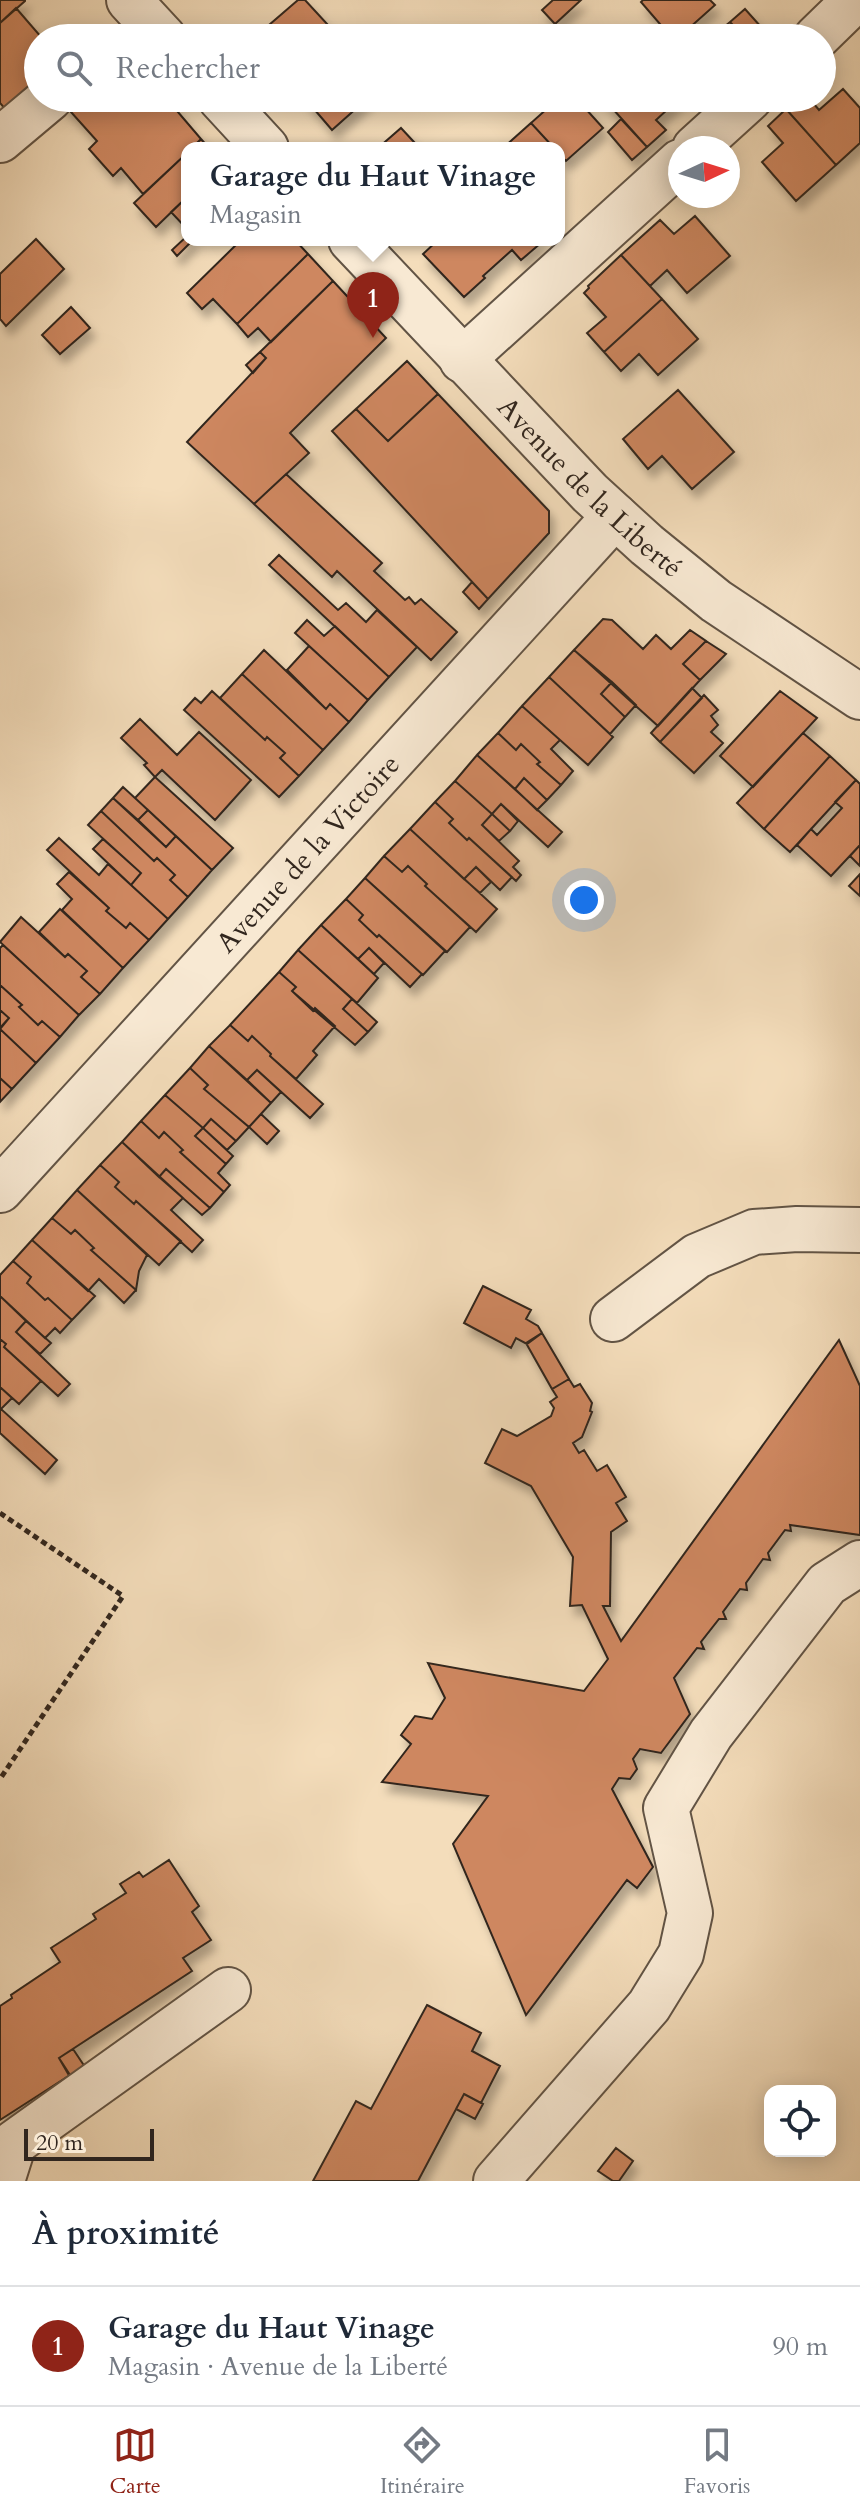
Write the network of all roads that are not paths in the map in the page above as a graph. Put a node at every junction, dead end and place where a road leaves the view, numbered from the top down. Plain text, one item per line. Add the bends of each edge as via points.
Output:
1 (855, 0) edge
2 (830, 24) edge
3 (33, 112) edge
4 (233, 112) edge
5 (735, 112) edge
6 (708, 136) edge
7 (0, 140) edge
8 (260, 142) edge
9 (668, 173) edge
10 (357, 246) edge
11 (462, 360) junction
12 (615, 516) junction
13 (860, 697) edge
14 (0, 1190) edge
15 (860, 1230) edge
16 (613, 1319) dead end
17 (860, 1563) edge
18 (228, 1990) dead end
19 (2, 2181) edge
20 (496, 2181) edge

1 - 2 street
3 - 7 street
4 - 8 street
5 - 6 street
9 - 11 street
10 - 11 street, Avenue de la Liberté
11 - 12 street, Avenue de la Liberté
12 - 13 street, Avenue de la Liberté via 716,601
12 - 14 street, Avenue de la Victoire
15 - 16 street via 754,1232 697,1256
17 - 20 street via 827,1584 711,1734 666,1808 690,1913 681,1954 649,2006
18 - 19 street via 14,2143

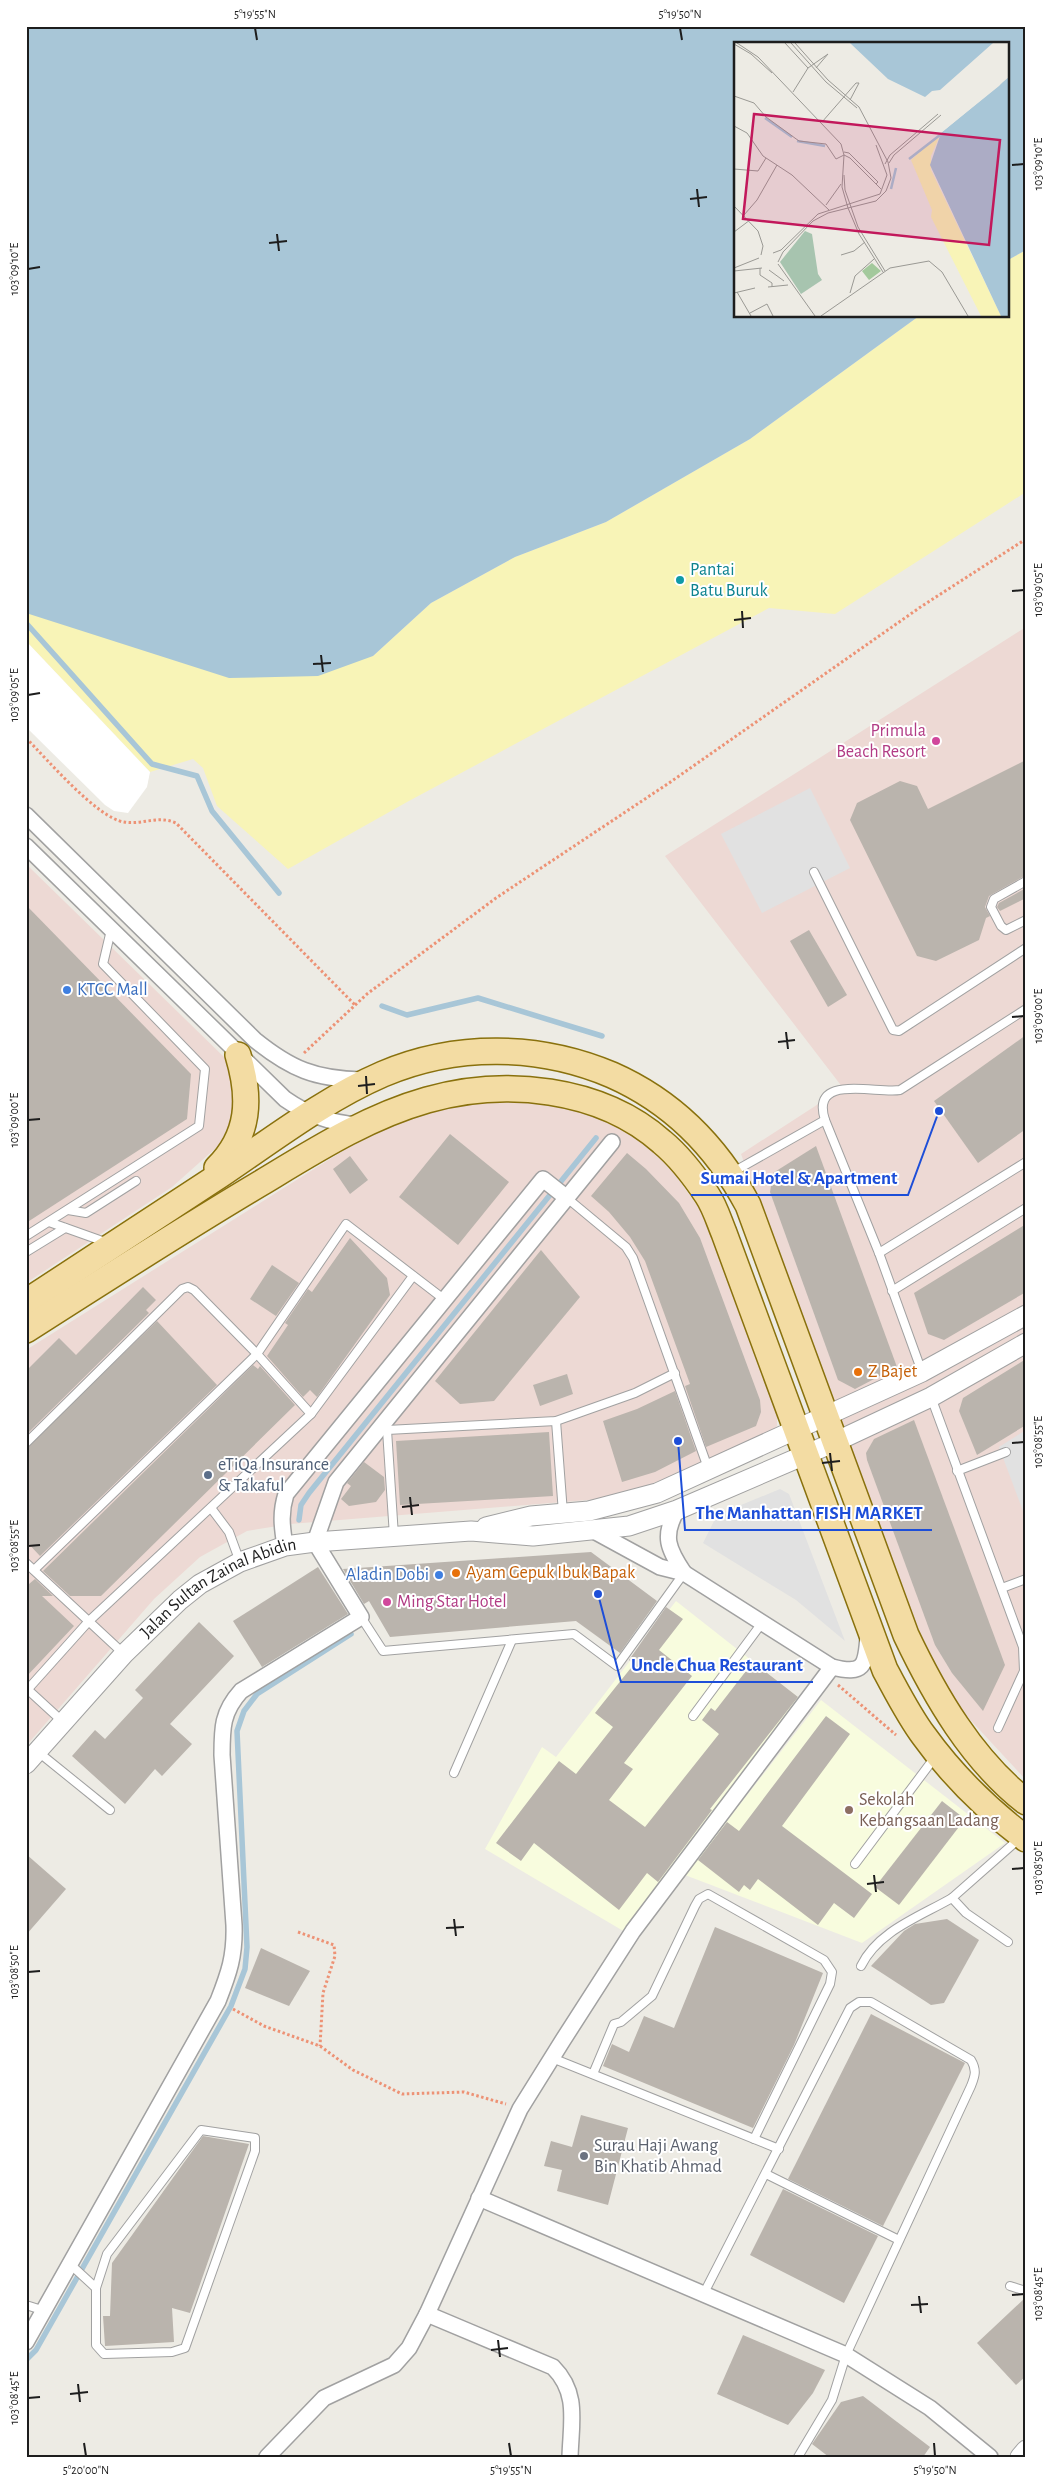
■ ■ ■ ■
## ACTIVITY
Transcribe each entry above without alteration, but keep the pictures out.

## SOLUTION TO THIS PROBLEM
Write the network of all roads that are not paths in the map in the page above as a graph. Put a node at every junction, dead end and place where a road leaves the view, numbered from the top down. Plain text, one item per line. Add the bends of each edge as via points.
Output:
1 (855, 0) edge
2 (830, 24) edge
3 (33, 112) edge
4 (233, 112) edge
5 (735, 112) edge
6 (708, 136) edge
7 (0, 140) edge
8 (260, 142) edge
9 (668, 173) edge
10 (357, 246) edge
11 (462, 360) junction
12 (615, 516) junction
13 (860, 697) edge
14 (0, 1190) edge
15 (860, 1230) edge
16 (613, 1319) dead end
17 (860, 1563) edge
18 (228, 1990) dead end
19 (2, 2181) edge
20 (496, 2181) edge

1 - 2 street
3 - 7 street
4 - 8 street
5 - 6 street
9 - 11 street
10 - 11 street, Avenue de la Liberté
11 - 12 street, Avenue de la Liberté
12 - 13 street, Avenue de la Liberté via 716,601
12 - 14 street, Avenue de la Victoire
15 - 16 street via 754,1232 697,1256
17 - 20 street via 827,1584 711,1734 666,1808 690,1913 681,1954 649,2006
18 - 19 street via 14,2143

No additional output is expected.